How do these factors weigh on the mind of the professional reviewer? As I am not a professional, I have a hard time answering. They likely finish games quickly and do it in solitude. Working on these assumptions, their recollection of a game is likely much less tarnished than ours. Even so, it is probable they don’t finish every game in one sitting and so the passage of time and events surrounding their gaming experience would have at least a small affect on their memory.

4 Comments

  1. matt said on October 26, 2006:

    Cool article, Jay. These are all great points. There was a recent "Worst of" list that cited Clayfighter 63 1/3 as one of the worst games ever, but when I played that at a friend’s house in the middle of summer, I thought it was the greatest game. My friends and I played the game on Hard and tried to beat it, even though we tried after just renting it. We played until like 3 in the morning, switching the controller back and forth if we died. And in my opinion, the time I had with Clayfighter was amazing. If Nintendo put that game on the VC, I’d get it in one second. It may have sucked, but the experience I had surrounding that game made it that much better. This brings up the scary thought that some of those games we fondly remember actually do suck, and that the Virtual Console may be a bit bloated for it’s own good. Time will tell on that one.

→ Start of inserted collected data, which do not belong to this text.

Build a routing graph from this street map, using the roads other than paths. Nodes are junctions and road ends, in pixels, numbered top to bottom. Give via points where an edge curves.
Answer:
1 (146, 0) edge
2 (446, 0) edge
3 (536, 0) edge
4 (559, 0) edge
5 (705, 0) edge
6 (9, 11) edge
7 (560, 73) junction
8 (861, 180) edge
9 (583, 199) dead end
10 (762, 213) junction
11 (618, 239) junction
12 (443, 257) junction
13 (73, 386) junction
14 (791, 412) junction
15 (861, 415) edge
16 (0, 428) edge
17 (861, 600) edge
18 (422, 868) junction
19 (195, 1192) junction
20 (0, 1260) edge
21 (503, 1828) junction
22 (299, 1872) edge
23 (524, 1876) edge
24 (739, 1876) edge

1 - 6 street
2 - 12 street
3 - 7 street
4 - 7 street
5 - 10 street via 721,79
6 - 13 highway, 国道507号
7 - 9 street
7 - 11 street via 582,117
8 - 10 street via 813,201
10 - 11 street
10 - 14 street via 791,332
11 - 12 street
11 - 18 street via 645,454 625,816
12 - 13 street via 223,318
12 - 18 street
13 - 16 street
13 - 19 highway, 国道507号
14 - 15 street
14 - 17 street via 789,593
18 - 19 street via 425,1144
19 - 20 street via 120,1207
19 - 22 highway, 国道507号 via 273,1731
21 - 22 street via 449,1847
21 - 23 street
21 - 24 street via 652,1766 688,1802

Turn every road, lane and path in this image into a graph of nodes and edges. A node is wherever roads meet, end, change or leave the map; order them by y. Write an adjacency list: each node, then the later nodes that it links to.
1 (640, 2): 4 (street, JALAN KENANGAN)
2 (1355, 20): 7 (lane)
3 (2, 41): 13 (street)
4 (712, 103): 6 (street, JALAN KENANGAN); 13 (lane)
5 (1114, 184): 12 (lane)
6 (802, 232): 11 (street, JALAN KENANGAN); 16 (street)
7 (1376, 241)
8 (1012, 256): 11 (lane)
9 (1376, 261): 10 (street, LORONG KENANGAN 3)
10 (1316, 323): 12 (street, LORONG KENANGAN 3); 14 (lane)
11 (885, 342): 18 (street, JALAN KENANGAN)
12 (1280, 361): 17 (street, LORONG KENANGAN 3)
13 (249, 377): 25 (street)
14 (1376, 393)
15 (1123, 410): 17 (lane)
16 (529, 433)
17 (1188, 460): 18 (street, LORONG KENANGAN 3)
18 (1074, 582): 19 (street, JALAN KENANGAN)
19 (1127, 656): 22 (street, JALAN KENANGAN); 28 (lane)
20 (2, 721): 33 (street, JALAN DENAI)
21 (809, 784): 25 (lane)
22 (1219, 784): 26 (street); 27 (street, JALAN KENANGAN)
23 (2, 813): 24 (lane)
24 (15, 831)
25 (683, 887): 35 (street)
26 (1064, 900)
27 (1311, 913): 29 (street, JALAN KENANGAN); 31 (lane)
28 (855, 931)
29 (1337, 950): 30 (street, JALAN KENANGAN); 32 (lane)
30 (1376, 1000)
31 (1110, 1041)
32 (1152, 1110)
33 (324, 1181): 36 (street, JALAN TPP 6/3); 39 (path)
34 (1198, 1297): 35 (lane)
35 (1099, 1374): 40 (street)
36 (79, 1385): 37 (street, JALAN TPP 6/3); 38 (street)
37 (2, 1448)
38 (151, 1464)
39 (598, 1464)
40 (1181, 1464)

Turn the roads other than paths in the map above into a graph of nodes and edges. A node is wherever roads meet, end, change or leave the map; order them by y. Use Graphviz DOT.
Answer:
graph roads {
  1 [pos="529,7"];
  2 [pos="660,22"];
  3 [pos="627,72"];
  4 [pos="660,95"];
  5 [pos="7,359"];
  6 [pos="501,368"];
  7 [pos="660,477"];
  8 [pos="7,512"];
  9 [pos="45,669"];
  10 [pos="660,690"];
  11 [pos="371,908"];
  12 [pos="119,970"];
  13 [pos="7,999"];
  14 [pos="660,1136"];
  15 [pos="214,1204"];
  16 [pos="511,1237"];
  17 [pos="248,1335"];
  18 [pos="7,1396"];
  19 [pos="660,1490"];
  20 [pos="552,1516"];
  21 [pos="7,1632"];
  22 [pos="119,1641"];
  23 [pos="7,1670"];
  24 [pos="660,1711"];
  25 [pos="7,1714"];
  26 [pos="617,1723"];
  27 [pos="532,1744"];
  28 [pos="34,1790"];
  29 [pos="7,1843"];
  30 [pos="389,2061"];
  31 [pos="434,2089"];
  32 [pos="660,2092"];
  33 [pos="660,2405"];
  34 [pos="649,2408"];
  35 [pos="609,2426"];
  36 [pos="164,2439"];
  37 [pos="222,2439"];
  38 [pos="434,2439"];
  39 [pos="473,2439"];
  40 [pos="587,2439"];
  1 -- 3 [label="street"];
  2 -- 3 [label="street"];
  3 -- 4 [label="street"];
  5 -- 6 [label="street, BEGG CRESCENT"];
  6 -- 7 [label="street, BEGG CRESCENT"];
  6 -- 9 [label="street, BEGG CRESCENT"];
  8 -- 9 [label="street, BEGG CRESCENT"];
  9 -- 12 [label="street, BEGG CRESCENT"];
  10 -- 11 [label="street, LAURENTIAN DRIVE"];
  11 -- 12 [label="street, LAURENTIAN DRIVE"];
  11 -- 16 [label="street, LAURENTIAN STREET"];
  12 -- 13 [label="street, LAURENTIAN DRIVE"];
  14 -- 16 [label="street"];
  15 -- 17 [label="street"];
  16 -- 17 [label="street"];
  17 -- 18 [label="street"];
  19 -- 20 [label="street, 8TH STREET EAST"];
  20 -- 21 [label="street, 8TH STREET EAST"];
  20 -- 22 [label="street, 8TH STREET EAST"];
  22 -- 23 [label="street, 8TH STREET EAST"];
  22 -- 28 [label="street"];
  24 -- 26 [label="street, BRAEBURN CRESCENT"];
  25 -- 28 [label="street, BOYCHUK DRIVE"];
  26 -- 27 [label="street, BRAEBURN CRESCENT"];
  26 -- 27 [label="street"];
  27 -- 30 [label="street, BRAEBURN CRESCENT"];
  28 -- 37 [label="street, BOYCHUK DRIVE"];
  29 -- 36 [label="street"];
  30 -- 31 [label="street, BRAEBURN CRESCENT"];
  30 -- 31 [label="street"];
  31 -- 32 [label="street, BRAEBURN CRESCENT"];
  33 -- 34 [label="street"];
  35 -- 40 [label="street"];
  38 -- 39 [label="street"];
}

  2. pat said on October 26, 2006:

    jesus, have we been playing shining force for that long? i feel old or something. it seems to me people notice some of these external factors more with certain genres.  ask people the circumstances of how they played resident evil and i can almost guarantee their face lights up as they tell you stories of being in their parents basement with a friend or two and the lights off (or on if they are going to be babies about it). unfortunately i am not generally a social gamer.  any time jay and i can get together and play, i enjoy it, and im sure my memories of the countless games we have played together are colored by that, but the rest of my friends either play madden or nothing.   

  3. Matt said on October 27, 2006:

    Actually, I played Resident Evil 2 in my basement…. alone. Yeah, I rarely play with friends anymore. I baptized my girlfriend into the House of Gaming which is cool, but she only plays DS games. She beats the shit out of me in Tetris, though, woo boy!

  4. pat said on November 13, 2008:

    rereading this i realized that my earliest, and probably most vivid memories of our time with shining force are of playing the first couple battles in your parent’s den (also the site of far too many hours spent with evolution on dreamcast) so thats another site you can add to the list of places we have played it.